I have sat down for four weekends in a row to come up with a solution for two problem I encountered in the past:
- I wanted to save all images from a beautiful Teams channel message. Teams is saving these inline images not to SharePoint. The only way to download is to click on each image.
- We are doing a Tenant to Tenant migration at glueckkanja-gab after our merger. Most of the migration tools will support the migration of Teams chat, but not all tools are available, and some implementations are lacking features for a more flexible approach.
I started my career as a developer and my heart is still thinking Visual Basic. Do not be afraid, I migrated my dev skills to C# a long time ago and my array starts at 0 not 1.
I really wanted to try a few things regarding Microsoft Graph, the Microsoft Graph SDK and Microsoft Teams. The Microsoft Teamwork part of the API has a solid starting point (if you look at the beta version). The API is getting very mature set of capabilities. I’m a huge fan of Azure Functions and I’ve done quite a few projects that are talking to the Microsoft Graph using Application Permissions. I’ve checked the documentation and if I wanted to go this route I would have to request special permissions from Microsoft to access the content without a real user. For now I decided to go with a console application and a Azure AD Device Code flow.

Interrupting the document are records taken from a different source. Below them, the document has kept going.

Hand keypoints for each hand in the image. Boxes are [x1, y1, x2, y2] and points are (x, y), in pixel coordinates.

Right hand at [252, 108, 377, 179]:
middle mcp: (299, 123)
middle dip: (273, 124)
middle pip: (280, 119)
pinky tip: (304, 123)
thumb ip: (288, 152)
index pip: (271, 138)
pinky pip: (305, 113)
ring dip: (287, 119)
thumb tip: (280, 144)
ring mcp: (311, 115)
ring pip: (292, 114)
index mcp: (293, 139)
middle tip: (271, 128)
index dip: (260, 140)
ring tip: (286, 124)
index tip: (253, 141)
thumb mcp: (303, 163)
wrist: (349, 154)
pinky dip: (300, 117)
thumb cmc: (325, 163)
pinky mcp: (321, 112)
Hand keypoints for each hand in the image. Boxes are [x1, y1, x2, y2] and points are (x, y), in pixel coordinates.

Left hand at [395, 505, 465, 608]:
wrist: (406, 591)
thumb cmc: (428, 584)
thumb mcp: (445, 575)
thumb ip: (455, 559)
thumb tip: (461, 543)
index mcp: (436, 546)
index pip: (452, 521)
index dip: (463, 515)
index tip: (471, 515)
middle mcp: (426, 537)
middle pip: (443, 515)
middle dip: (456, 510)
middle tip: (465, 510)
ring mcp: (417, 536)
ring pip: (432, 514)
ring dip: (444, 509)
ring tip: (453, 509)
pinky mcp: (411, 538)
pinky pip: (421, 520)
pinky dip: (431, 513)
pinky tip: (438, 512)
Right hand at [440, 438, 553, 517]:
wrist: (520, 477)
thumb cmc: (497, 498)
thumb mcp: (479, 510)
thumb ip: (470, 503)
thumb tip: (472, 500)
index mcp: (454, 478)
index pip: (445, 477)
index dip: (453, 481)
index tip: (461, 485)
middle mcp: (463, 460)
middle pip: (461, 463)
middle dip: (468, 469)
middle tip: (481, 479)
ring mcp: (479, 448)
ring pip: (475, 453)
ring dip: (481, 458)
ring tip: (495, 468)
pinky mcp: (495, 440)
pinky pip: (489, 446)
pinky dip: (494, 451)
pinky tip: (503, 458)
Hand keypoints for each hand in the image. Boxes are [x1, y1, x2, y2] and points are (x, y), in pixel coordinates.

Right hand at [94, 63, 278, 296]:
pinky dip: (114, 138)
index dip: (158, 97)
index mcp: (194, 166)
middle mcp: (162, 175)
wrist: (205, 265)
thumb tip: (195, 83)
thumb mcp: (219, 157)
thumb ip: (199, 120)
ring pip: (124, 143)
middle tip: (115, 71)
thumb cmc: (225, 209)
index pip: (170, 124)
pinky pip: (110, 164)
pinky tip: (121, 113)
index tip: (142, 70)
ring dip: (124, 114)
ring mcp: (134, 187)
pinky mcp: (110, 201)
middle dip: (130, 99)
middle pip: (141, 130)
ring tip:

I have published the source code at GitHub. Maybe this will get your own solution a kickstart. Just a quick disclaimer: A lot of this stuff is first time code for me (DI in a console, Graph Auth provider, logging, …). I think at some points I over-engineered the solution and I got distracted from my real business problems ;)
https://github.com/marcoscheel/M365.TeamsBackup
In the following sections I will show you how I approached the problem, how the result of the backup looks, how to setup and how to run it for yourself.
Check your migration vendor of choice first!
I have only limited experience with the following tools. But these vendors are the big players, and you can easily get in touch with them to get a demo or further information.
It is ok if you stop here if your migration needs are satisfied by one of these vendors. If you are interested in my approach it might still be worth reading on ;)
My goal
Since the beginning of the first lockdown in April we at Glück & Kanja did a cooking event for a social online gathering. We are still doing it and we created a lot of content since the first meeting. The event is hosted on Microsoft Teams Channel meeting every Monday. Check out our blog post (german). The event created a ton of beautifully pictures but they were stuck inside a Teams thread without easy access like SharePoint (if you consider SharePoint an easy access method). The backup should save all the attachments to the file system. Sneak preview of the result:
For our migration to the new tenant, we are running a set of tools. The tooling we have at hand has some limits regarding channel message migration. We wanted to preserve that chat messages for a Team without polluting the new target team. In some cases, we also want to archive the Team to a central location (a single SharePoint site collection) for archiving purposes. For this case we would need to export the chat to some readable and searchable format preserving most of the content.
My goal is not to provide a ready to use backup solution. For some of your scenarios this could work. I wanted to also provide a code base to accommodate your more specific requirements. We don’t rely on extensive app integration in our teams, so handling the adaptive cards in a chat message is not really a part of the HTML generation solution. But the JSON from the Microsoft Graph will have all or some information included. If you need to handle adaptive card content this solution could be a great kickstart so you don’t have to write a lot of boilerplate code to get to the message attachment properties.
The solution will try to preserve as much information as needed from the Microsoft Graph and dump it to disk. From this data you can run multiple HTML conversions to address the need for the content representation. The HTML generation is no longer interacting with the Microsoft Graph and could be reparsed month after the original content was deleted (decommissioning of the old tenant).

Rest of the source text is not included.